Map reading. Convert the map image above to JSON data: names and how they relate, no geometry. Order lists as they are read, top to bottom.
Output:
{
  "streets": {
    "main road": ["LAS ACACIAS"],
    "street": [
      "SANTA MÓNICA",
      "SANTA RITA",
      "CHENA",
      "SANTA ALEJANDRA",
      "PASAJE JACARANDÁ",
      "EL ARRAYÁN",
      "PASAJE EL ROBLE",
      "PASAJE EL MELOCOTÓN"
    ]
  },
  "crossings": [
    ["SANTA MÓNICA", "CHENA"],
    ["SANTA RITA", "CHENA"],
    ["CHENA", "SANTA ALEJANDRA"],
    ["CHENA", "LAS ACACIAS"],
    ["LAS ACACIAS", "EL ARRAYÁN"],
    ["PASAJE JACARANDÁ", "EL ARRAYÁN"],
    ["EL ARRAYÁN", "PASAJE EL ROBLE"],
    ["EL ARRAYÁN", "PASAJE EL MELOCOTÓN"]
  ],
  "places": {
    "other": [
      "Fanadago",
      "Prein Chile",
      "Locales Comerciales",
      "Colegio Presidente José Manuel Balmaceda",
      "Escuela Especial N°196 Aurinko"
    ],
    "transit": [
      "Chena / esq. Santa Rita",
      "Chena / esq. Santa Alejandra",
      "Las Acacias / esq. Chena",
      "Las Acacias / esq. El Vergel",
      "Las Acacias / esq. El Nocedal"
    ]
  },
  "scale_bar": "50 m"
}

Required action: For the string "JACARANDÁ", go line by line through the material and copy every line that has it.

Answer box:
      "PASAJE JACARANDÁ",
    ["PASAJE JACARANDÁ", "EL ARRAYÁN"],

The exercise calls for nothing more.